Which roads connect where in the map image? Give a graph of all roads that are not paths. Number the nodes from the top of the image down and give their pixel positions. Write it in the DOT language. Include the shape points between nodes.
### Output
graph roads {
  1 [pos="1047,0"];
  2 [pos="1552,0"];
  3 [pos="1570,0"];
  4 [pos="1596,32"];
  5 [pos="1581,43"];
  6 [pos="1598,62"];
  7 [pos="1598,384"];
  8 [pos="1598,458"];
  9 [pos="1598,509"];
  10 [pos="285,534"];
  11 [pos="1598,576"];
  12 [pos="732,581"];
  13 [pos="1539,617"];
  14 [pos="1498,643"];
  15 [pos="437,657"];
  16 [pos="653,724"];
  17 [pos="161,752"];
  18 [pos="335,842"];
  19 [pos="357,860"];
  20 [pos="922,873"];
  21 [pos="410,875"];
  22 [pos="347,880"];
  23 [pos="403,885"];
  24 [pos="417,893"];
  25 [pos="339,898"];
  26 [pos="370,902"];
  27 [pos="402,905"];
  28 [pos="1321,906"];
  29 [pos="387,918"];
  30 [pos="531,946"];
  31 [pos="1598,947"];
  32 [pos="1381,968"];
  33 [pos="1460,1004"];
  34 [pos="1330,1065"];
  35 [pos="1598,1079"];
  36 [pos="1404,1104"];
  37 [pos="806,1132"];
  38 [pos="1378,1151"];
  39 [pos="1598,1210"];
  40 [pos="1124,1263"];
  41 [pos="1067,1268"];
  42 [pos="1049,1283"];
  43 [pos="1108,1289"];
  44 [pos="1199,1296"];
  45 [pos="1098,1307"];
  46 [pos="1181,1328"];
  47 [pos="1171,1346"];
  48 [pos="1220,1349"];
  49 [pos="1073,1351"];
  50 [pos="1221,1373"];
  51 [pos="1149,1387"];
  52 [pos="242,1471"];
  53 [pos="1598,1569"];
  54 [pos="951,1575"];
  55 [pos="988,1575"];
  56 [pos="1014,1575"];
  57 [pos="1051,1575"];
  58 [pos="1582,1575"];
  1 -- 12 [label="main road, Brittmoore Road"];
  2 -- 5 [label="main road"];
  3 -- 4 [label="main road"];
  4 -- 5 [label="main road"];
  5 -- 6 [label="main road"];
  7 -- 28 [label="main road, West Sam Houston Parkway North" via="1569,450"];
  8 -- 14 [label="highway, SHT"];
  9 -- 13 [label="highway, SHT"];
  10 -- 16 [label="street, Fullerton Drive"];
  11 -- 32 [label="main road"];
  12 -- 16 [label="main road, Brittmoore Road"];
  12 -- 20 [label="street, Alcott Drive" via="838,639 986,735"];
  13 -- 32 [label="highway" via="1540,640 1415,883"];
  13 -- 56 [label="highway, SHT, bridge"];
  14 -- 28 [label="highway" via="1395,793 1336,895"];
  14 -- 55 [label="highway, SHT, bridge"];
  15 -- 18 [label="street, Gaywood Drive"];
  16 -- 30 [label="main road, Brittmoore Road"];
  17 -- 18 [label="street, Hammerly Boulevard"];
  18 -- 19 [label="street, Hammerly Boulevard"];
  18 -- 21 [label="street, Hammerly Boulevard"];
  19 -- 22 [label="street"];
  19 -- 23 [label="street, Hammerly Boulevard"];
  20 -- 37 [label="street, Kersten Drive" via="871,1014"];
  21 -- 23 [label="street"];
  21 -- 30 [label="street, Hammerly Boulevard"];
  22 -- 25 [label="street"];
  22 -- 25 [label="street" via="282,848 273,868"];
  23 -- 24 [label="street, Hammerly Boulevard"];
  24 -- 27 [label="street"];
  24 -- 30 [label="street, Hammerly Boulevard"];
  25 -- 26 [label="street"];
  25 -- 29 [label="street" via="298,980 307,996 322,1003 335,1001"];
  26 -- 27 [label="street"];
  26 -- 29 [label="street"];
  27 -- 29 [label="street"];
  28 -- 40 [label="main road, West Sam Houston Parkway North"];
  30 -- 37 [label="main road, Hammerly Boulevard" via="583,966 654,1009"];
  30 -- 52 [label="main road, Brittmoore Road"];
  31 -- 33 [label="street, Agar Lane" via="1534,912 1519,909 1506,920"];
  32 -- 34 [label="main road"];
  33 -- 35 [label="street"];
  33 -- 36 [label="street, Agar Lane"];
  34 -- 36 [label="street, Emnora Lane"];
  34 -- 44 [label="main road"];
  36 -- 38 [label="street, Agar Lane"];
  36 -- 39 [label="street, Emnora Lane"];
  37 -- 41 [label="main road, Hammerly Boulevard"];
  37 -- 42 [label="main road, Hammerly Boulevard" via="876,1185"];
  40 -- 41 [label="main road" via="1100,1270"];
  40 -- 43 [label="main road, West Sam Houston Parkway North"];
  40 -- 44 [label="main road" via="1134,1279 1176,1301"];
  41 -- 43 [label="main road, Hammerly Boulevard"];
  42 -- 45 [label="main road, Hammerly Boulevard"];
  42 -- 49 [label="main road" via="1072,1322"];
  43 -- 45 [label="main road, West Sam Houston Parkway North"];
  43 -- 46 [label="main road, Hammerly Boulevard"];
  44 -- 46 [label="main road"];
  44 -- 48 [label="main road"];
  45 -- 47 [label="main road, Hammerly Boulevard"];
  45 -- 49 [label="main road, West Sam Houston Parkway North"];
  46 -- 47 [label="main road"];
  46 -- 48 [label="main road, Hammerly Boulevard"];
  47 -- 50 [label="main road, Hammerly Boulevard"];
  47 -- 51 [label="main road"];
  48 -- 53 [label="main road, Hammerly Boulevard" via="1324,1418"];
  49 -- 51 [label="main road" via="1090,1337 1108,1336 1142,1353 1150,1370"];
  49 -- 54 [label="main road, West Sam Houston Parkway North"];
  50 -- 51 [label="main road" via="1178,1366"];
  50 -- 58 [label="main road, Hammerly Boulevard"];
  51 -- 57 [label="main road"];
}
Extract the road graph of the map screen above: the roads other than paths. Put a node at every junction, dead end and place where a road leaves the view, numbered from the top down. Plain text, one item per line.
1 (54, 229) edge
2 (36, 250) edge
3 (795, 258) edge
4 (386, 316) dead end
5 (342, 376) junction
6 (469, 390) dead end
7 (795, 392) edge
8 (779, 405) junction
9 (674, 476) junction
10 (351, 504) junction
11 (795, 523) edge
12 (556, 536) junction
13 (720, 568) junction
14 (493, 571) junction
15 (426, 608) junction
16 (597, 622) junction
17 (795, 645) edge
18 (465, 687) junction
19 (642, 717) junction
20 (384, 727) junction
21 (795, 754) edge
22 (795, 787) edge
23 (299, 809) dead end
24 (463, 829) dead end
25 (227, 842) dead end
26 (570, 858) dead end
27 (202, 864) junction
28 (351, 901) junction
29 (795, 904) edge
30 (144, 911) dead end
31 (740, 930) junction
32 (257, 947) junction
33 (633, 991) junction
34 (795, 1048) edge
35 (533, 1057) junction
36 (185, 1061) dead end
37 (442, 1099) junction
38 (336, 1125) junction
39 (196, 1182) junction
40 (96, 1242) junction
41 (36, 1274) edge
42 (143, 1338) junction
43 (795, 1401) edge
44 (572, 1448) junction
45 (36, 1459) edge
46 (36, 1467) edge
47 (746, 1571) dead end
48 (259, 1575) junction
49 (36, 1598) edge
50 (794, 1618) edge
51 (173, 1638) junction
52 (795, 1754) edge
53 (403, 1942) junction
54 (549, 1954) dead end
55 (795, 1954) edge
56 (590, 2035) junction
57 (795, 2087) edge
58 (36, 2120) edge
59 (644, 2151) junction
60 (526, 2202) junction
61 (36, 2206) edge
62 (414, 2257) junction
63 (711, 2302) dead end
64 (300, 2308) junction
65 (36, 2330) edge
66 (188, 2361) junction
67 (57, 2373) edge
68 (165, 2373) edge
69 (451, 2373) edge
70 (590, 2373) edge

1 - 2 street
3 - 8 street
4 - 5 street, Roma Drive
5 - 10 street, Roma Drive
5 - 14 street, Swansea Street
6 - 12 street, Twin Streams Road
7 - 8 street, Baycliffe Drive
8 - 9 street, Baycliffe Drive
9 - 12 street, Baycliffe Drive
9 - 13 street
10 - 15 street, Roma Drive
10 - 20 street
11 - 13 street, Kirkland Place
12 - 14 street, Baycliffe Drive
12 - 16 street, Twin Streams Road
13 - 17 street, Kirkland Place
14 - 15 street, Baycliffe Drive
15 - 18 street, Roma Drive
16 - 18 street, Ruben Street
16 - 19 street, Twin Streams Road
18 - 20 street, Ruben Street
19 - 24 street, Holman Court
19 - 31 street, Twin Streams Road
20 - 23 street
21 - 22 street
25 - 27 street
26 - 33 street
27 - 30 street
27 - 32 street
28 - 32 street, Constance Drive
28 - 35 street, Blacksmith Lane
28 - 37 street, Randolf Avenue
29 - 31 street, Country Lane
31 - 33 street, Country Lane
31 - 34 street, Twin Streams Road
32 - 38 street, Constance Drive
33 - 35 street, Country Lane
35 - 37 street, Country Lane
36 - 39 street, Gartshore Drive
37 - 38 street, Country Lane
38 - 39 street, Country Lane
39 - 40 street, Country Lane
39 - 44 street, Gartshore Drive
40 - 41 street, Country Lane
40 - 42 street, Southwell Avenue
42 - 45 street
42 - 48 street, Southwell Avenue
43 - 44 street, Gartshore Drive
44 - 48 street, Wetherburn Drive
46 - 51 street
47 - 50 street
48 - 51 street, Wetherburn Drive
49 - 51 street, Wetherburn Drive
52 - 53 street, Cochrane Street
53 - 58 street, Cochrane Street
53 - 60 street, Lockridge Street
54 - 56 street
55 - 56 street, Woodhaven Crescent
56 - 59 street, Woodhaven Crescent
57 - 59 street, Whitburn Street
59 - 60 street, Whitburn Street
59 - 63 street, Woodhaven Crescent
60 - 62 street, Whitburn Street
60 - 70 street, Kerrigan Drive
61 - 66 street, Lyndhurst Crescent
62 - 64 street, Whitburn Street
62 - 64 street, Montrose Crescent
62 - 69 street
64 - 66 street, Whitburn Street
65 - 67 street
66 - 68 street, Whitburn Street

#####

What you are asked to do → Which lines above contain the word "Emnora"? Show each of them.

Reply →
  34 -- 36 [label="street, Emnora Lane"];
  36 -- 39 [label="street, Emnora Lane"];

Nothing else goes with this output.